Шрайль включил камеры, размещенные в горных районах. Дисплеи залил лунный свет, из динамиков защебетали птицы, зашелестели далекие кроны. Вдали, за рельефами, окутанными лунным ледяным сиянием, виднелись светящиеся линии и пятна – берега и бухты мегаполиса, опутанного сложной сетью дамб.
Калапина созерцала вид, невольно сравнивая огни с золотыми украшениями – теми символами праздного достатка, которые утратили для нее смысл еще много столетий назад. Почему же теперь они вспомнились? В конце концов, мегаполис – не диадема с алмазами, и уж точно – не игрушка.
Норс изучил проекции, показывающие деятельность людей, населявших Ситак.
– Ситуация нормальная… все готово, – сообщил он.
– Нормальная? – Шрайль насмешливо склонил голову.
– Кто из нас начнет? – шепотом спросила Калапина.

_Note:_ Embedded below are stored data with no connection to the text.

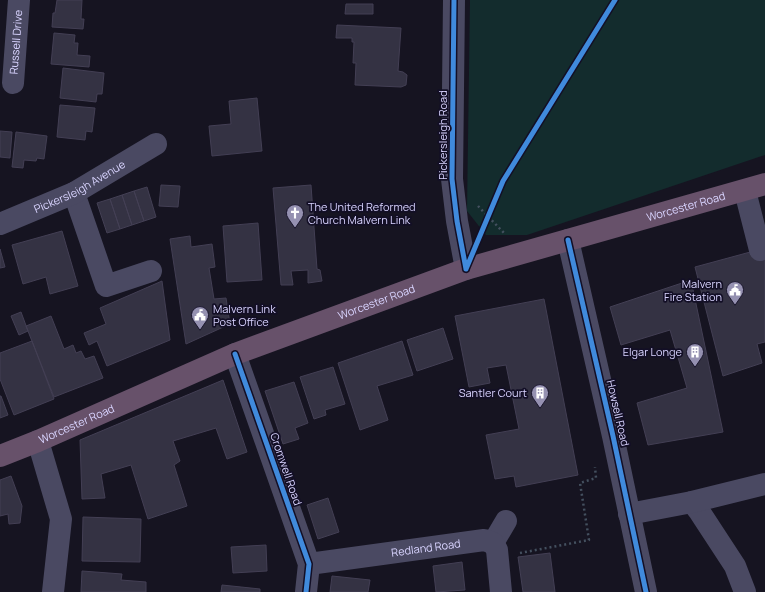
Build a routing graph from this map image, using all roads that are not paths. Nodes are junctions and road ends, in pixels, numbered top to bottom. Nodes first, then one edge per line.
1 (19, 0) edge
2 (454, 0) edge
3 (15, 83) edge
4 (156, 144) dead end
5 (765, 184) edge
6 (745, 191) junction
7 (74, 194) junction
8 (0, 224) edge
9 (568, 240) junction
10 (760, 250) dead end
11 (466, 269) junction
12 (151, 271) dead end
13 (236, 354) junction
14 (38, 441) junction
15 (0, 456) edge
16 (765, 484) edge
17 (692, 502) junction
18 (629, 514) junction
19 (506, 522) dead end
20 (495, 550) junction
21 (309, 564) junction
22 (53, 592) edge
23 (306, 592) edge
24 (501, 592) edge
25 (646, 592) edge
26 (745, 592) edge

1 - 3 street, Russell Drive
2 - 11 street, Pickersleigh Road
4 - 7 street, Pickersleigh Avenue
5 - 6 highway, Worcester Road
6 - 9 highway, Worcester Road
6 - 10 street
7 - 8 street, Pickersleigh Avenue
7 - 12 street
9 - 11 highway, Worcester Road
9 - 18 street, Howsell Road
11 - 13 highway, Worcester Road
13 - 14 highway, Worcester Road
13 - 21 street, Cromwell Road
14 - 15 highway, Worcester Road
14 - 22 street
16 - 17 street
17 - 18 street
17 - 26 street
18 - 25 street, Howsell Road
19 - 20 street
20 - 21 street, Redland Road
20 - 24 street
21 - 23 street, Cromwell Road

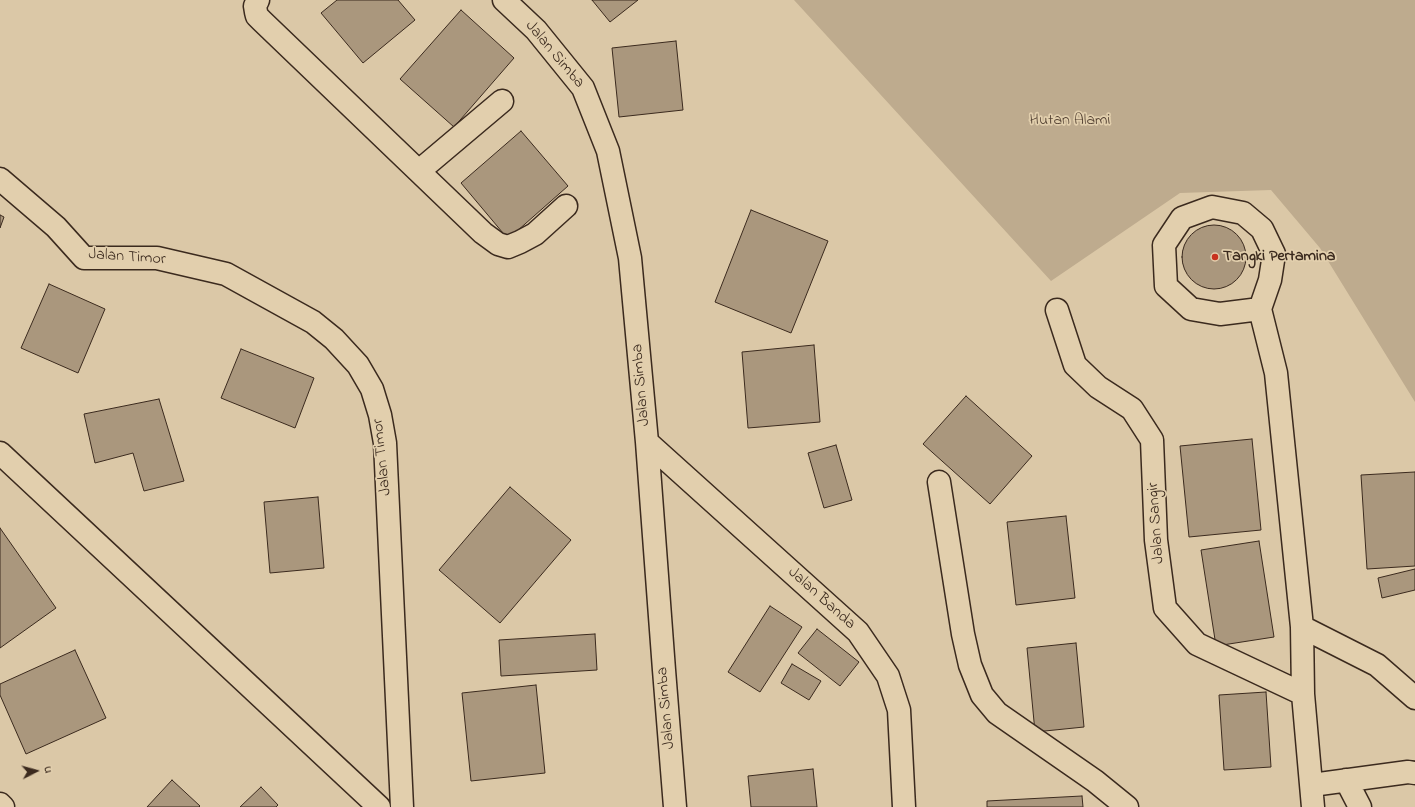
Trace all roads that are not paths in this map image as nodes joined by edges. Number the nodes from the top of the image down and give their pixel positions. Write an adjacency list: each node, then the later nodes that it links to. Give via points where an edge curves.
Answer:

– Я, раз уж так долго ждал подобной оказии, – заявил Шрайль. Он повернул ручку, вставленную в подлокотник трона, поражаясь простоте жеста. Эта ручка и сила, которой она управляла, простояли без дела целую вечность, в отрыве от всей остальной системы. Но все, что им требовалось – направляемая волевым решением рука. Один поворот – и все, шестеренки крутятся.

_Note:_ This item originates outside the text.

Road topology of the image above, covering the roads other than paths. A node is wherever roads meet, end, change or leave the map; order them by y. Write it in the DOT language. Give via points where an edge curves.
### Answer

Калапина наблюдала за происходящим на своих экранах: озаренные луной холмы, мегаполис за ними… живая игрушка, подчиненная ее прихотям. Ей доложили, что все до последнего члены обслуживающего персонала уже эвакуированы. Особо милые ее сердцу камушки извлечены из диадемы. Все остальные… что ж, туда им и дорога.
Тут и там среди скоплений огней начали появляться ослепительно-желтые вспышки. Дисплеи в зале замигали, когда отголосок разрушительных звуковых волн заставил горные камеры вибрировать. Свет начал гаснуть по всей окрестности – целыми районами разом. Низко стелющийся зеленый туман заволок низину, затопил долины, поглотил холмы.
И света не осталось. Только зеленая дымка ползла под бесстрастным лунным оком.
Шрайль следил за числовыми значениями, бесчувственными репортерами, которые просто считали остатки… нули. Где-то там сейчас умирают люди – в подземельях, на улицах, на работе, в постели.
Норс плакал.
«Они мертвы, все мертвы, – думал он. – Мертвы». Это слово казалось ему необычным, обезличенным. Это был термин, который можно применить к бактериям… или к сорнякам. Участок земли стерилизуют, прежде чем высаживать на нем прекрасные цветы. «Почему я плачу? – Он попытался вспомнить, плакал ли он когда-нибудь раньше. – Возможно, было время, когда я плакал, – думал он. – Но это было так давно. Давно… давно… давно… время… время… плакал… плакал… плакал». Эти слова внезапно потеряли смысл. «Вот в чем беда бесконечной жизни, – думал он. – При слишком частом повторении все теряет смысл».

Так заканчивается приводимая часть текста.